To give the firm its due, however, we must remember that it introduced front-wheel drive to racing cars in 1926, and to a roadster with all-independent suspension in 1928; that independent front suspension and full synchromesh were standard on all its cars in 1933 (far ahead of Rolls-Royce); and that when it turned to making big sixes, in the Speed 20 and 4.3 it made some of the best, most beautiful cars of the Thirties. Alas, when it returned to car manufacture after the Second World War, it put all its eggs in the single basket of the TA 14.

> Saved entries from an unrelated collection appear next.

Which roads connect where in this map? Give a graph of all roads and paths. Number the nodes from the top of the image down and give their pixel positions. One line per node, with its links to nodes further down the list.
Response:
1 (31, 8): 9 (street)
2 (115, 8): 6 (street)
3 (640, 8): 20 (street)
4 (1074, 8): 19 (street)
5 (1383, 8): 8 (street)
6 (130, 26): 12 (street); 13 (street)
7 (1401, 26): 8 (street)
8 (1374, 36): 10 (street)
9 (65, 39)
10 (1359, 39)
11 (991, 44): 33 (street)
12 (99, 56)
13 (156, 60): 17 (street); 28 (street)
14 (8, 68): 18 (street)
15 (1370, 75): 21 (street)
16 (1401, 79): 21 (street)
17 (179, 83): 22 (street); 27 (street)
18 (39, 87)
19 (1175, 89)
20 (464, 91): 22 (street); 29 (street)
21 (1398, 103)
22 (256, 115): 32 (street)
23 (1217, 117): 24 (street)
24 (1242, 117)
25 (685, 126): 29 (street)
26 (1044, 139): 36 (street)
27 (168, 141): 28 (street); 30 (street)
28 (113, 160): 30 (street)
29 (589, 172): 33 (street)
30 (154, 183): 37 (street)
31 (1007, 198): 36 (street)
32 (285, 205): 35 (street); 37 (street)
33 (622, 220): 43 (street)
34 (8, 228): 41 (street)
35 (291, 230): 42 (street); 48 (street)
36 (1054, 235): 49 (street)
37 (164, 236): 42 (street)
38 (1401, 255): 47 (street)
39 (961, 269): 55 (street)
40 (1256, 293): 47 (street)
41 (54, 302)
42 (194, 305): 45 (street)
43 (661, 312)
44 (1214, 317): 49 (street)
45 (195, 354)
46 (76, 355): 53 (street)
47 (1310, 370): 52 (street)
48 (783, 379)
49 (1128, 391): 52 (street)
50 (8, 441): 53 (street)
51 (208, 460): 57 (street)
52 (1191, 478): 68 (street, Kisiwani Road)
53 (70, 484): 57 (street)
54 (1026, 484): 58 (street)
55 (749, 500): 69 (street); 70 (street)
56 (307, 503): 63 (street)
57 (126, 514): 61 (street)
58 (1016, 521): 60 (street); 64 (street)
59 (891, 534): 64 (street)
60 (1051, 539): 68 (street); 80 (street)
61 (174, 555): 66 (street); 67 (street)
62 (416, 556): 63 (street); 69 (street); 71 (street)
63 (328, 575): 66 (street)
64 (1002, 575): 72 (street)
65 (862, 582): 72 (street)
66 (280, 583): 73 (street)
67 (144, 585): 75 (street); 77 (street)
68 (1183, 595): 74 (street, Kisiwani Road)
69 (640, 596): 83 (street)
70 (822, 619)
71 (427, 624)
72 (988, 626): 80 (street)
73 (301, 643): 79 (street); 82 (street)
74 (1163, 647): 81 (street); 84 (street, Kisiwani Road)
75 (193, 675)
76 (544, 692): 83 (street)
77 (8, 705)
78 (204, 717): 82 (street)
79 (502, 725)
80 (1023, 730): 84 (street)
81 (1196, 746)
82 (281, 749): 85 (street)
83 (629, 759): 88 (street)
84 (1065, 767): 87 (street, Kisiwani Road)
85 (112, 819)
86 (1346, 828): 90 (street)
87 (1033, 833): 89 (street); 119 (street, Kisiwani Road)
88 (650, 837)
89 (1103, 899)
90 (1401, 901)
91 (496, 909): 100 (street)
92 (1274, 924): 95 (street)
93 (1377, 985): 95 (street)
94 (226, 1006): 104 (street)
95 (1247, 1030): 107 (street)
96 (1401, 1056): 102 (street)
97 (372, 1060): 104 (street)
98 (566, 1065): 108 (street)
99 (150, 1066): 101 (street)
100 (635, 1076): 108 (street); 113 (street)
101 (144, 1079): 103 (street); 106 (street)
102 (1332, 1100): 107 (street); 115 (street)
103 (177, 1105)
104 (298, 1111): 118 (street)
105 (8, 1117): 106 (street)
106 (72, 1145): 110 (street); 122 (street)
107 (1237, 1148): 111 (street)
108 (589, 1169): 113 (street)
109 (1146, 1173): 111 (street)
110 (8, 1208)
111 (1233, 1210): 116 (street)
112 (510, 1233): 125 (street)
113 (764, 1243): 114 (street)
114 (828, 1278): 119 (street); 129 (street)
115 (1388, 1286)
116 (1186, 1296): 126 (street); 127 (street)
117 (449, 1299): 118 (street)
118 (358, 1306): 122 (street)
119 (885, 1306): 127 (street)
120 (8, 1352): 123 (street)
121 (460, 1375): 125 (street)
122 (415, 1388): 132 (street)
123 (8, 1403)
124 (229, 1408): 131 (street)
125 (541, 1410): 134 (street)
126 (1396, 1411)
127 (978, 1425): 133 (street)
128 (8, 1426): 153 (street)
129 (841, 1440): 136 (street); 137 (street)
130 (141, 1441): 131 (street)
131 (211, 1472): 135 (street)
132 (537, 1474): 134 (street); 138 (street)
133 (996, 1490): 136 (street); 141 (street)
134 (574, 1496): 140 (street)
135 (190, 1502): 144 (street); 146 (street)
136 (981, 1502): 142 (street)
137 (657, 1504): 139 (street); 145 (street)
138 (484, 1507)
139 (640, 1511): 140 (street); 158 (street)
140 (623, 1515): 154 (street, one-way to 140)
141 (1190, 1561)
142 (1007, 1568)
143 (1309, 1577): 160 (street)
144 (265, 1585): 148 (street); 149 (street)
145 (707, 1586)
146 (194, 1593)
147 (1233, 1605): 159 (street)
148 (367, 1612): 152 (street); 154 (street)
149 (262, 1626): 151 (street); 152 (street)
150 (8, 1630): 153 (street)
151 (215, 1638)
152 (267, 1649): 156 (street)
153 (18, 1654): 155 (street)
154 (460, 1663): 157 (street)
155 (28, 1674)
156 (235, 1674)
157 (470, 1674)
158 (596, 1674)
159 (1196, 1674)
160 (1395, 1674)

This was the type of car that, in the firm's quarter-century or so, had been its forte - a small car with the presence of a large, and a reputation for advanced engineering, quality, reliability. The TA 14 was the 12/70 of 1937 revised, the body now built by Mulliner, its cabin widened, lines refined, running-boards removed, the perfect classic English coachbuilt body that was the pre-war Derby Bentley built small, elegant and proportionate. But it was heavy; all "Alvivacity" had gone, and here was a car ultimately no faster than its grandmother; and that was of scant use with Jaguar snapping at its heels.

By 1948, Alvis realised that it must move on, and a three-litre straight six, short-stroke engine was dropped into what looked like stretched TA 14 bodies. It was too late for such "gentlemen's carriages''; even Graber's swan-song design for the two-door saloon and drop-head could not save the marque from oblivion. Rover swallowed it in 1965 and the last Alvis car left the line in September 1967.

Post-war production amounted to 7,129, of which 3,315 were variants of the TA 14, built from 1946-1950, the marque's most successful model, I am sad to say. One of them survives in Swindon as a prime attraction.